Cela nous ramène à la question du président : que pouvons-nous faire? Nous pourrions peut-être mettre cette question sous les projecteurs?
Le sénateur Cordy : C'est dans votre rapport que j'ai lu que le calcul des coûts avait été fait.
Dr Kitts : Oui.
Le sénateur Cordy : Il s'agissait de genres de choses superficielles.
Dr Kitts : Le rôle joué par les pharmaciens dans les soins de la santé était bon. Il en allait de même pour les approvisionnements et les appels d'offres. Je ne suis toutefois pas sûr que cela ait des effets favorables sur la personne qui paie ses médicaments.
M. Abbott : On peut citer un bon exemple de ce qui se passe avec les prix des médicaments génériques. La Stratégie nationale relative aux produits pharmaceutiques avait relevé que les coûts des médicaments et des médicaments génériques posaient un problème auquel elle voulait s'attaquer. Par la suite, l'Ontario s'est attaqué à cette tâche et les autres provinces l'ont alors suivie.
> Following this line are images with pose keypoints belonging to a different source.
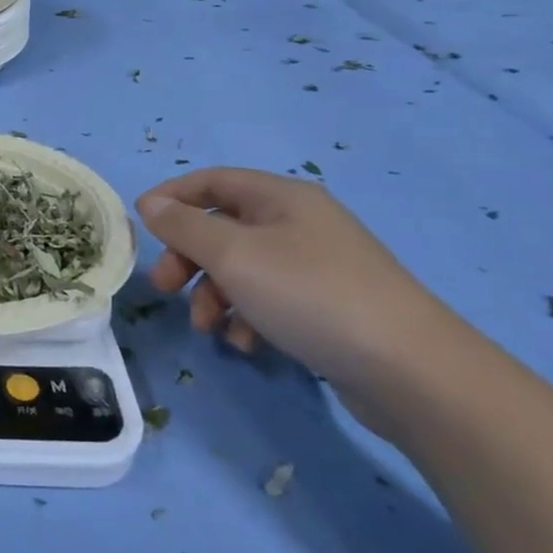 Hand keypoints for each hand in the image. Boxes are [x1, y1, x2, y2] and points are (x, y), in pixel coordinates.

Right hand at [136, 168, 460, 400]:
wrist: (412, 371)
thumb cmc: (310, 294)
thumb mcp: (232, 254)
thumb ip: (183, 225)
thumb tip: (149, 202)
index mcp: (281, 197)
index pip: (211, 181)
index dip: (171, 197)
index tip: (140, 226)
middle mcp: (300, 223)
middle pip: (222, 228)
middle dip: (187, 258)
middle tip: (165, 288)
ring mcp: (317, 266)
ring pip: (242, 268)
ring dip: (214, 295)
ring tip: (210, 328)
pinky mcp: (329, 307)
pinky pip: (270, 300)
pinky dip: (248, 317)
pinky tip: (248, 344) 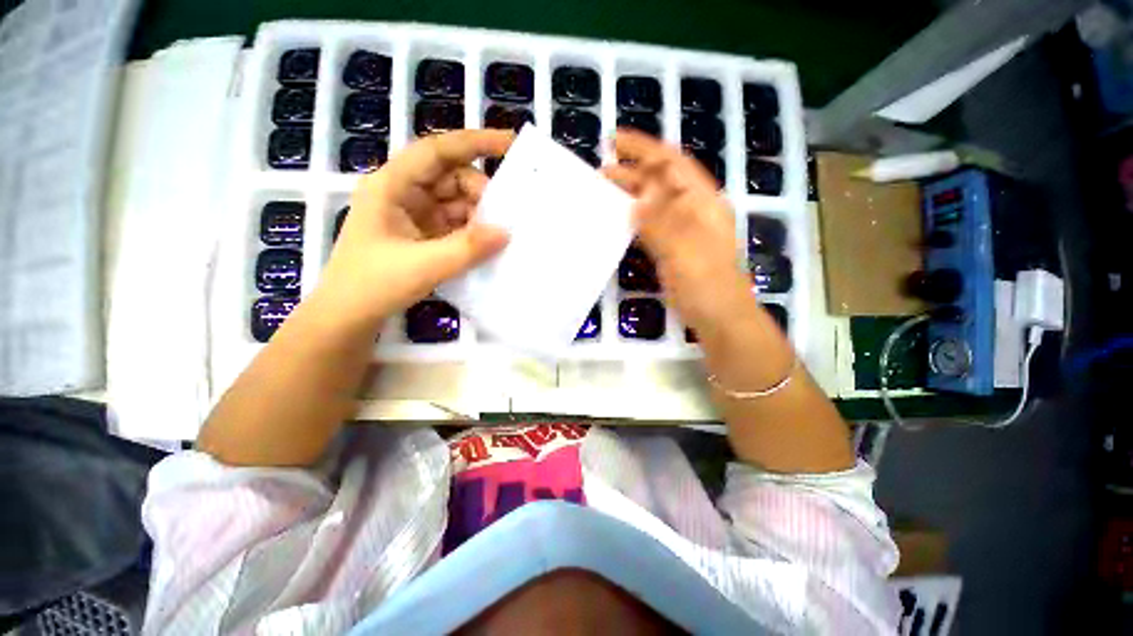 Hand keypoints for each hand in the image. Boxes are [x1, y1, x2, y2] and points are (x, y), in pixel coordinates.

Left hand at [314, 130, 513, 329]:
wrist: (349, 318)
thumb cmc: (373, 285)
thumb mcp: (423, 266)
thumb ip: (467, 248)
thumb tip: (506, 231)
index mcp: (392, 186)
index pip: (437, 151)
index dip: (474, 142)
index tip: (510, 143)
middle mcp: (403, 193)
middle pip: (451, 177)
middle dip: (481, 192)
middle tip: (505, 216)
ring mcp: (414, 215)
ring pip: (456, 202)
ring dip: (479, 215)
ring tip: (500, 234)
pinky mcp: (423, 236)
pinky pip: (455, 225)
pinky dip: (473, 232)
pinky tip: (489, 245)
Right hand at [603, 130, 752, 329]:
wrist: (719, 317)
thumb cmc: (706, 282)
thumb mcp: (684, 249)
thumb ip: (660, 222)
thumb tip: (636, 197)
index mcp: (702, 201)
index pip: (672, 163)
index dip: (644, 148)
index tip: (615, 140)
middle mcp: (692, 209)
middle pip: (660, 181)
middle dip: (632, 171)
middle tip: (600, 170)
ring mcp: (682, 230)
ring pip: (653, 203)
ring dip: (630, 194)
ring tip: (603, 191)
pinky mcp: (672, 248)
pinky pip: (650, 226)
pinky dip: (633, 218)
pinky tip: (618, 219) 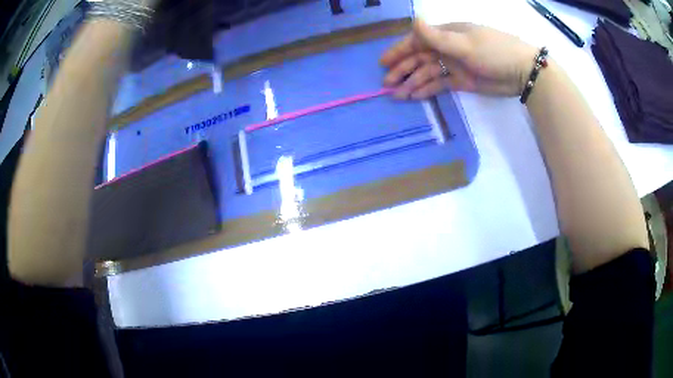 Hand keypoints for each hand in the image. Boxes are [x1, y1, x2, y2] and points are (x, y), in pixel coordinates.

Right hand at [381, 20, 538, 98]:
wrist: (522, 72)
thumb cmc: (494, 52)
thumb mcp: (465, 44)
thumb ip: (437, 37)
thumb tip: (414, 20)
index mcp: (446, 34)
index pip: (417, 41)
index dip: (399, 51)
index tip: (384, 63)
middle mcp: (447, 48)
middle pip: (419, 58)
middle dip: (402, 69)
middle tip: (387, 84)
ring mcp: (454, 64)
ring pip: (428, 72)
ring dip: (413, 82)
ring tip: (398, 95)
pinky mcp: (461, 80)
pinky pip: (440, 84)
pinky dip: (428, 89)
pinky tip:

La question qui se pose alors est de savoir pourquoi, puisque tous savaient dès le départ qu'il y avait là un problème, ils n'ont pas pu, n'ont pas voulu ou n'ont tout simplement pas agi ensemble plus rapidement? C'était pourtant ce que promettait la Stratégie nationale relative aux produits pharmaceutiques.
Je dirais que ce fut une occasion perdue, sans croire pour autant que ce soit définitif. Les gouvernements travaillent sur ces questions. Dans l'idéal, nous serions rendus beaucoup plus loin si tous avaient collaboré.
Le sénateur Cordy : Il me semble que c'est un secteur dont nous devrons tenir compte dans notre rapport.
M. Abbott : Oui.
Le président : Je vous remercie de nous avoir permis de démarrer d'un si bon pied. Nous avons beaucoup de sujets de réflexion.